"Ada tiga kegiatan utama ACMI, di antaranya secara rutin mengadakan 'potluck' bersama anak-anak muda, 'culinary sharing' dengan mempelajari sejarah dan keunikan bahan-bahan asli masakan Indonesia, dan secara aktif melakukan culinary diplomacy ke luar negeri untuk mempromosikan kuliner Indonesia," ujar Santhi, salah seorang pendiri ACMI dalam keterangan persnya di Jakarta, Sabtu.
Santhi menyatakan, kelemahan dalam promosi kuliner Indonesia ke dunia internasional paling sering adalah tampilannya yang kurang menarik. Sejak lima tahun terakhir Kementerian Pariwisata mengunggulkan tumpeng sebagai ikon kuliner Indonesia, dengan 30 jenis masakan lainnya mengelilinginya. Kuliner sebagai salah satu bentuk industri kreatif tentunya mesti diperjuangkan oleh pemerintah.
Salah satu yang menjadi keprihatinan Santhi adalah persoalan buruknya keamanan pangan (food safety), khususnya di kalangan pedagang kaki lima (PKL).
"Banyak aspek terkait di dalamnya, mulai dari infrastruktur penyediaan air yang tidak higienis, pengetahuan (knowledge) tentang handling masakan yang tidak sehat, ataupun penggunaan bahan berbahaya yang tidak semestinya digunakan untuk makanan," katanya.

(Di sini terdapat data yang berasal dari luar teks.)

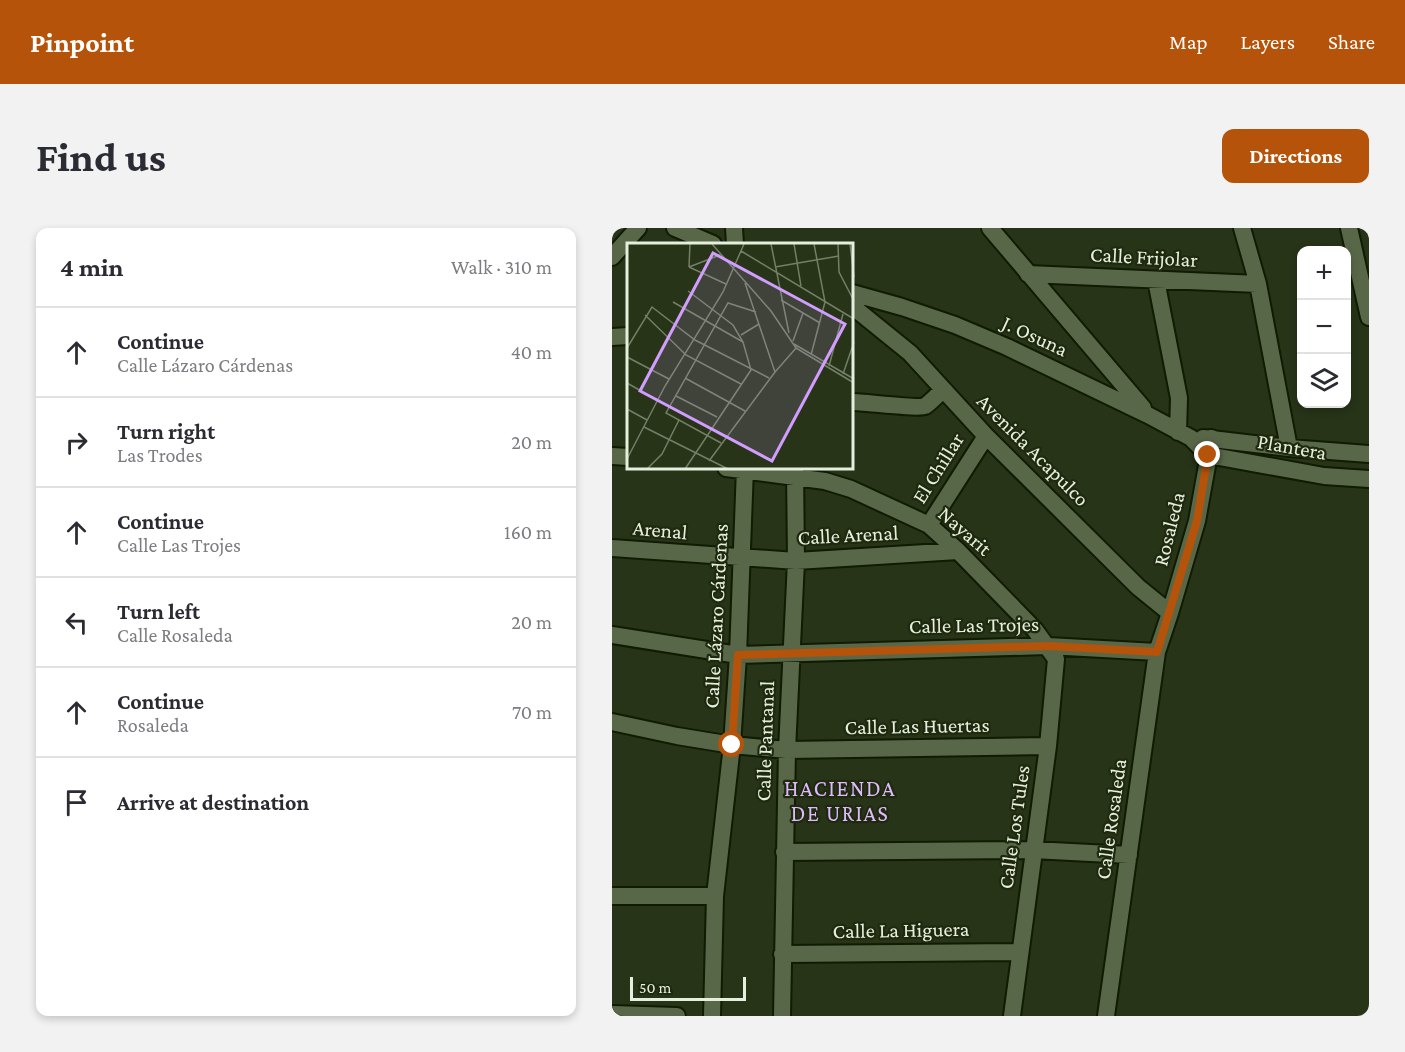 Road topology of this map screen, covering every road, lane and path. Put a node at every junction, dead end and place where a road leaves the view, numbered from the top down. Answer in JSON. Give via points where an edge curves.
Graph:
{"nodes":[{"id":1,"x":638,"y":228,"type":"edge"},
{"id":2,"x":675,"y":228,"type":"edge"},
{"id":3,"x":734,"y":228,"type":"edge"},
{"id":4,"x":990,"y":228,"type":"edge"},
{"id":5,"x":1242,"y":228,"type":"edge"},
{"id":6,"x":1349,"y":228,"type":"edge"},
{"id":7,"x":711,"y":243,"type":"edge"},
{"id":8,"x":735,"y":243,"type":"edge"},
{"id":9,"x":612,"y":257,"type":"edge"},
{"id":10,"x":1028,"y":274,"type":"junction"},
{"id":11,"x":1156,"y":280,"type":"junction"},
{"id":12,"x":1258,"y":285,"type":"junction"},
{"id":13,"x":854,"y":293,"type":"edge"},
{"id":14,"x":854,"y":308,"type":"edge"},
{"id":15,"x":1369,"y":317,"type":"edge"},
{"id":16,"x":627,"y":336,"type":"edge"},
{"id":17,"x":612,"y":338,"type":"edge"},
{"id":18,"x":943,"y":390,"type":"junction"},
{"id":19,"x":854,"y":402,"type":"edge"},
{"id":20,"x":1148,"y":415,"type":"junction"},
{"id":21,"x":1185,"y":435,"type":"junction"},
{"id":22,"x":986,"y":436,"type":"junction"},
{"id":23,"x":1212,"y":438,"type":"junction"},
{"id":24,"x":1289,"y":448,"type":"junction"},
{"id":25,"x":1369,"y":454,"type":"edge"},
{"id":26,"x":1208,"y":455,"type":"junction"},
{"id":27,"x":612,"y":456,"type":"edge"},
{"id":28,"x":627,"y":458,"type":"edge"},
{"id":29,"x":744,"y":470,"type":"edge"},
{"id":30,"x":761,"y":470,"type":"edge"},
{"id":31,"x":795,"y":472,"type":"edge"},
{"id":32,"x":1369,"y":479,"type":"edge"},
{"id":33,"x":929,"y":525,"type":"junction"},
{"id":34,"x":612,"y":548,"type":"edge"},
{"id":35,"x":958,"y":551,"type":"junction"},
{"id":36,"x":741,"y":559,"type":"junction"},
{"id":37,"x":796,"y":561,"type":"junction"},
{"id":38,"x":1170,"y":612,"type":"junction"},
{"id":39,"x":612,"y":635,"type":"edge"},
{"id":40,"x":1048,"y":646,"type":"junction"},
{"id":41,"x":791,"y":652,"type":"junction"},
{"id":42,"x":1157,"y":652,"type":"junction"},
{"id":43,"x":738,"y":655,"type":"junction"},
{"id":44,"x":612,"y":722,"type":"edge"},
{"id":45,"x":732,"y":745,"type":"junction"},
{"id":46,"x":1048,"y":746,"type":"junction"},
{"id":47,"x":787,"y":750,"type":"junction"},
{"id":48,"x":1033,"y":850,"type":"junction"},
{"id":49,"x":784,"y":852,"type":"junction"},
{"id":50,"x":1130,"y":855,"type":"junction"},
{"id":51,"x":612,"y":896,"type":"edge"},
{"id":52,"x":715,"y":896,"type":"junction"},
{"id":53,"x":1020,"y":952,"type":"junction"},
{"id":54,"x":782,"y":954,"type":"junction"},
{"id":55,"x":612,"y":1014,"type":"edge"},
{"id":56,"x":676,"y":1016,"type":"edge"},
{"id":57,"x":712,"y":1016,"type":"edge"},
{"id":58,"x":782,"y":1016,"type":"edge"},
{"id":59,"x":1012,"y":1016,"type":"edge"},
{"id":60,"x":1106,"y":1016,"type":"edge"}],
"edges":[{"from":1,"to":9,"type":"street"},
{"from":2,"to":7,"type":"street"},
{"from":3,"to":8,"type":"street"},
{"from":4,"to":10,"type":"street"},
{"from":5,"to":12,"type":"street"},
{"from":6,"to":15,"type":"street"},
{"from":10,"to":11,"type":"street","name":"Calle Frijolar"},
{"from":10,"to":20,"type":"street"},
{"from":11,"to":12,"type":"street","name":"Calle Frijolar"},
{"from":11,"to":21,"type":"street"},
{"from":12,"to":24,"type":"street"},
{"from":13,"to":20,"type":"street","name":"J. Osuna","via":[[955,325]]},
{"from":14,"to":18,"type":"street","name":"Avenida Acapulco","via":[[910,353]]},
{"from":16,"to":17,"type":"street"},
{"from":18,"to":19,"type":"street","via":[[918,408]]},
{"from":18,"to":22,"type":"street","name":"Avenida Acapulco"},
{"from":20,"to":21,"type":"street","name":"J. Osuna"},
{"from":21,"to":23,"type":"street","name":"J. Osuna"},
{"from":21,"to":26,"type":"street","name":"J. Osuna"},
{"from":22,"to":33,"type":"street","name":"El Chillar"},
{"from":22,"to":38,"type":"street","name":"Avenida Acapulco","via":[[1138,586]]},
{"from":23,"to":24,"type":"street","name":"Plantera"},
{"from":23,"to":26,"type":"street","name":"Rosaleda"},
{"from":24,"to":25,"type":"street","name":"Plantera"},
{"from":26,"to":32,"type":"street","name":"Plantera","via":[[1324,477]]},
{"from":26,"to":38,"type":"street","name":"Rosaleda","via":[[1197,521]]},
{"from":27,"to":28,"type":"street"},
{"from":29,"to":36,"type":"street","name":"Calle Lázaro Cárdenas"},
{"from":30,"to":31,"type":"street","name":"Nayarit"},
{"from":31,"to":33,"type":"street","name":"Nayarit","via":[[851,489]]},
{"from":31,"to":37,"type":"street","name":"Calle Pantanal"},
{"from":33,"to":35,"type":"street","name":"Nayarit"},
{"from":34,"to":36,"type":"street","name":"Arenal"},
{"from":35,"to":37,"type":"street","name":"Calle Arenal"},
{"from":35,"to":40,"type":"street","name":"Nayarit"},
{"from":36,"to":37,"type":"street","name":"Calle Arenal"},
{"from":36,"to":43,"type":"street","name":"Calle Lázaro Cárdenas"},
{"from":37,"to":41,"type":"street","name":"Calle Pantanal"},
{"from":38,"to":42,"type":"street","name":"Calle Rosaleda"},
{"from":39,"to":43,"type":"street","name":"Calle Las Trojes"},
{"from":40,"to":41,"type":"street","name":"Calle Las Trojes"},
{"from":40,"to":42,"type":"street","name":"Calle Las Trojes"},
{"from":40,"to":46,"type":"street","name":"Calle Los Tules","via":[[1056,658]]},
{"from":41,"to":43,"type":"street","name":"Calle Las Trojes"},
{"from":41,"to":47,"type":"street","name":"Calle Pantanal"},
{"from":42,"to":50,"type":"street","name":"Calle Rosaleda"},
{"from":43,"to":45,"type":"street","name":"Calle Lázaro Cárdenas"},
{"from":44,"to":45,"type":"street","name":"Calle Las Huertas"},
{"from":45,"to":47,"type":"street","name":"Calle Las Huertas"},
{"from":45,"to":52,"type":"street","name":"Calle Lázaro Cárdenas"},
{"from":46,"to":47,"type":"street","name":"Calle Las Huertas"},
{"from":46,"to":48,"type":"street","name":"Calle Los Tules"},
{"from":47,"to":49,"type":"street","name":"Calle Pantanal"},
{"from":48,"to":49,"type":"street"},
{"from":48,"to":50,"type":"street"},
{"from":48,"to":53,"type":"street","name":"Calle Los Tules"},
{"from":49,"to":54,"type":"street","name":"Calle Pantanal"},
{"from":50,"to":60,"type":"street","name":"Calle Rosaleda"},
{"from":51,"to":52,"type":"street"},
{"from":52,"to":57,"type":"street","name":"Calle Lázaro Cárdenas"},
{"from":53,"to":54,"type":"street","name":"Calle La Higuera"},
{"from":53,"to":59,"type":"street","name":"Calle Los Tules"},
{"from":54,"to":58,"type":"street","name":"Calle Pantanal"},
{"from":55,"to":56,"type":"street"}]}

Di sisi diversifikasi pangan, Santhi menunjukkan bahwa Indonesia sebetulnya beragam dalam kekayaan bahan makan karbo. Di Papua, masyarakat yang biasanya makan sagu sekarang didorong untuk makan beras. Di banyak daerah, masyarakat sehari-harinya tidak mengonsumsi beras, tetapi ketela, umbi-umbian dan sebagainya.
Pada kesempatan tersebut Santhi hadir bersama sejumlah pegiat kuliner menghadiri Kafe Solidaritas yang diselenggarakan oleh Partai Solidaritas Indonesia (PSI) di Pondok Indah Mall Jakarta, Jumat (26/6).
Tampak hadir Riyani Djangkaru, mantan presenter acara petualang di televisi yang sekarang aktif mengkampanyekan pelestarian ikan hiu (Save Shark Indonesia), dan Sigit Kusumawijaya, inisiator komunitas Indonesia Berkebun.